Leasing activity was modest in the April-June period at 543,000 sf, but combined with the first quarter, the year-to-date activity of 1.44 million sf is "respectable, considering market conditions," Richey says.
"The Orlando industrial market has historically been slow to absorb excess space, but a gradual decrease in available inventory is expected over the next 12 to 18 months," he says.
The only positive aspect of the market is that corporations once again are looking at real estate ownership in place of leasing, a factor that could help fill 1.4 million sf of vacant subleased space, the C&W study says.
"Despite the historical reluctance of Corporate America to own real estate, the dramatic decline in interest rates has contributed to an increased interest in ownership," Richey says. "For those stable companies, large or small, that are able to accurately predict their long-term space needs, ownership has become an attractive alternative."
He says lenders are "much more aggressive and interested in lending to users, given the current state of the market." Also contributing to this trend, Richey says, has been the decline in stock values and the belief by many that real estate is a more secure long-term investment.
"With these principles in mind, it's possible users will begin purchasing buildings at a higher rate than previously seen, thereby helping to absorb excess inventory," Richey says.
The two largest subleases completed in the second quarter were at the 121,000-sf Publix site at 38 Skyline Drive and the 154,347-sf U.S. Food Services facility at 2412 Sand Lake Road.

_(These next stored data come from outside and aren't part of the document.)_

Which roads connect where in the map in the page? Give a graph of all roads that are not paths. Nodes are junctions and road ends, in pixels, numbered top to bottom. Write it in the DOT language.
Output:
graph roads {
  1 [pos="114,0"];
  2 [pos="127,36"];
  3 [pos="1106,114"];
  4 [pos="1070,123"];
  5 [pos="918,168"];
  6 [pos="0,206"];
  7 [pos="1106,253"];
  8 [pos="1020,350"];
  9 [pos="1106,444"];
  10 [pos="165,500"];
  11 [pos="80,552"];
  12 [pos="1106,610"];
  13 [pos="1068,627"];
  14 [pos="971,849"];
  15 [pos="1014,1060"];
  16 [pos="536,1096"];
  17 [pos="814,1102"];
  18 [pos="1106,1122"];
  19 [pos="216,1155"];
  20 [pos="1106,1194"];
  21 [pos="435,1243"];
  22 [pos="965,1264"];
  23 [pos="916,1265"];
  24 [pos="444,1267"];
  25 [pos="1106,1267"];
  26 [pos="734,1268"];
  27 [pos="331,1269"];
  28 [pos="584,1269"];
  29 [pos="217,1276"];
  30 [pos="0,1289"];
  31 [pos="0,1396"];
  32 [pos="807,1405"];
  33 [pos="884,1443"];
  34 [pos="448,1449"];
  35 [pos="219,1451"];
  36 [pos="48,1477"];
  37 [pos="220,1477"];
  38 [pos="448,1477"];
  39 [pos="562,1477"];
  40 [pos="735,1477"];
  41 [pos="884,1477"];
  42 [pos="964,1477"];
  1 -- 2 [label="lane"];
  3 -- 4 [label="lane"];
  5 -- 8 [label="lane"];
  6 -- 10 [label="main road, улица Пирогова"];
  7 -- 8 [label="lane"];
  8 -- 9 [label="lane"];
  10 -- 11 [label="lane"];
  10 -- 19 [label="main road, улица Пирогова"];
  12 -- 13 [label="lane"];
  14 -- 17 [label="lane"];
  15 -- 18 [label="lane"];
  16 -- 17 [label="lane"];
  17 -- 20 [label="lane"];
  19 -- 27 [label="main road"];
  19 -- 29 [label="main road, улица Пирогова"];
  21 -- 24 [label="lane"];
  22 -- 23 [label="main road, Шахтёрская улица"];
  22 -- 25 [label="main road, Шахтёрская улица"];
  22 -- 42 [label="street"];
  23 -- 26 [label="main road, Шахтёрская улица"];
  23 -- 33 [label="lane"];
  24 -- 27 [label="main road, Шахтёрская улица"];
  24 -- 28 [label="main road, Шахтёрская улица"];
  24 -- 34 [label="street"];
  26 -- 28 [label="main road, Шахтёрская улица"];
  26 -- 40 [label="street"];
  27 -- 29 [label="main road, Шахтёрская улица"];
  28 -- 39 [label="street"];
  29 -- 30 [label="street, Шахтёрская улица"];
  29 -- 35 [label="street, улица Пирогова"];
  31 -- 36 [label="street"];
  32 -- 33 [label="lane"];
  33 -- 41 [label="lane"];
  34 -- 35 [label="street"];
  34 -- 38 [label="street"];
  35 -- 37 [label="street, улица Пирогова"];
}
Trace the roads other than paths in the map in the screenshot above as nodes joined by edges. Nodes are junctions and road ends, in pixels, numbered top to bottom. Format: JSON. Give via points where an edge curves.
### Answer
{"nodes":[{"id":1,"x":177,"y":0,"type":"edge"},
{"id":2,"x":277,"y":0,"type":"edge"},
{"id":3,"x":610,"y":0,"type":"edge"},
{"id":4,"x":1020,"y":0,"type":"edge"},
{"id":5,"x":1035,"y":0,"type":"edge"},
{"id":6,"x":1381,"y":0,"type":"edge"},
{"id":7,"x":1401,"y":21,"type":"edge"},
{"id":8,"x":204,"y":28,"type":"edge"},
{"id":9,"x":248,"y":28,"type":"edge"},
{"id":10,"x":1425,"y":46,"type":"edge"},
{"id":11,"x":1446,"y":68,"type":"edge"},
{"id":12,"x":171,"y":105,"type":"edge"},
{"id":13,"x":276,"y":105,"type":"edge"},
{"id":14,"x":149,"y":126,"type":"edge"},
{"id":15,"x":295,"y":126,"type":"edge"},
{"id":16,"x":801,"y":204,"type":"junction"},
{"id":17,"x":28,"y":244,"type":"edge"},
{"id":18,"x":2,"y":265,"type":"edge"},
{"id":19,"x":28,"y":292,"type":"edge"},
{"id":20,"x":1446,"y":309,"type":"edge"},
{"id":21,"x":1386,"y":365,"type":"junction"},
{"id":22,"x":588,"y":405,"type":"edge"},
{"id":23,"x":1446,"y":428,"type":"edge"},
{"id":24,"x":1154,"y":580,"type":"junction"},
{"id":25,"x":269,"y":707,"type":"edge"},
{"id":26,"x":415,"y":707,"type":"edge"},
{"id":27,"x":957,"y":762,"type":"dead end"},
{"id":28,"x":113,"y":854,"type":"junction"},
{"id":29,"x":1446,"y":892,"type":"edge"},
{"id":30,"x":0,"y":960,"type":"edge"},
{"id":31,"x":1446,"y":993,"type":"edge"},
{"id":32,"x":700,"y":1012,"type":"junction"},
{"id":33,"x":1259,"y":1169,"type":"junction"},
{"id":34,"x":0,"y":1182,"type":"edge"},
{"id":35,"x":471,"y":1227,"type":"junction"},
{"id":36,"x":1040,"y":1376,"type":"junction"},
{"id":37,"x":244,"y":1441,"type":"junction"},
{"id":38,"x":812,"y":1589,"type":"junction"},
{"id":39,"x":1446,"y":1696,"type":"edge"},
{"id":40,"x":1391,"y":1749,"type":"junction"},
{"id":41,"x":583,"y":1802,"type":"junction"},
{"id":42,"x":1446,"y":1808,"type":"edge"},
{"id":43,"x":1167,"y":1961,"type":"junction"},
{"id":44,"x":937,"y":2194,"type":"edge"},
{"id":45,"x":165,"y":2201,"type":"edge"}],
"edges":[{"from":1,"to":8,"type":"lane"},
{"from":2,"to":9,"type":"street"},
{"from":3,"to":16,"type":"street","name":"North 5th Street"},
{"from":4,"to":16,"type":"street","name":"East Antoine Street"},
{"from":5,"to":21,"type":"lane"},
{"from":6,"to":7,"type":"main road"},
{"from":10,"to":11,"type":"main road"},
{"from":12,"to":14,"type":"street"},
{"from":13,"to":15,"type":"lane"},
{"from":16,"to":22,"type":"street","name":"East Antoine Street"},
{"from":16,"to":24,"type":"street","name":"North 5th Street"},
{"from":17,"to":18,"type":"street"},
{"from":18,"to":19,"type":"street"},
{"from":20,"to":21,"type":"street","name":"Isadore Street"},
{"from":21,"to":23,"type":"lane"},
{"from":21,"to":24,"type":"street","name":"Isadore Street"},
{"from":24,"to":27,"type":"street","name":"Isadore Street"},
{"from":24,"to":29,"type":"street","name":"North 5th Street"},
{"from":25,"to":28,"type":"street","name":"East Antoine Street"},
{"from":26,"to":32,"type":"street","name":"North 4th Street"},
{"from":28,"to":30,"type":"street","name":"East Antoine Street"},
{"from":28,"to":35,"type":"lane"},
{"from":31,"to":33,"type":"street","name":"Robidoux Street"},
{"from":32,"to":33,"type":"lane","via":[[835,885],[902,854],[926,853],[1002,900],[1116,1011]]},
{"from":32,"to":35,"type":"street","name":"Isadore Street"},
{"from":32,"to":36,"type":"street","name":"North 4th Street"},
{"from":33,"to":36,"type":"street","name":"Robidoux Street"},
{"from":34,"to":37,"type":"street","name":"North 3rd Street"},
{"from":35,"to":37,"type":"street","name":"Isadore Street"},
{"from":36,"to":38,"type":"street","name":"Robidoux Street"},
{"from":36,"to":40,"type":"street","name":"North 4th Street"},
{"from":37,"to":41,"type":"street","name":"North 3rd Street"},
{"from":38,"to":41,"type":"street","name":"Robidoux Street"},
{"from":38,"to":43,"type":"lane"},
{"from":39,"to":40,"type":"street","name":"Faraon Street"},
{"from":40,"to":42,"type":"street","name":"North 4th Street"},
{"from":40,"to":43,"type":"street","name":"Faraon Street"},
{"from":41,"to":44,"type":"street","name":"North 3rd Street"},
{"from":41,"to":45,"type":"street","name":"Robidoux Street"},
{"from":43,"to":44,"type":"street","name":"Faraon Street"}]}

"The main concern is that the tenants are not finding subtenants for the space, in part due to tough competition from more flexible lease terms offered in direct second-generation space," Richey says.
The southern submarkets near Orlando International Airport were hit hardest. "Large distribution warehouse companies planned prior to the market downturn to sublease their space and move into newer or larger facilities," the C&W executive says.
New construction has dried up. The only new project the report notes is an 18,750-sf building at 5442 Aloma Ave. in the University/Forsyth Road market.
Four second-quarter completions were the 162,000-sf structure, 7000 Kingspointe Parkway, Regency-Southwest submarket; the 57,600-sf Orlando Regional Hospital System's patient care center, 3090 Caruso Court, Michigan Avenue industrial corridor; the 26,250-sf Carter CommerCenter I, Silver Star Road corridor; and the 22,500-sf Carter CommerCenter II at the same site.
"Most of the 2002 construction completions are largely vacant," Richey says. "Speculative industrial development is expected to remain at a minimum, consisting primarily of smaller office service or warehouse buildings of less than 30,000 sf in total size."
For the rest of the year, Richey expects "very few larger projects to break ground, with the possible exception of those designed for identified build-to-suit users."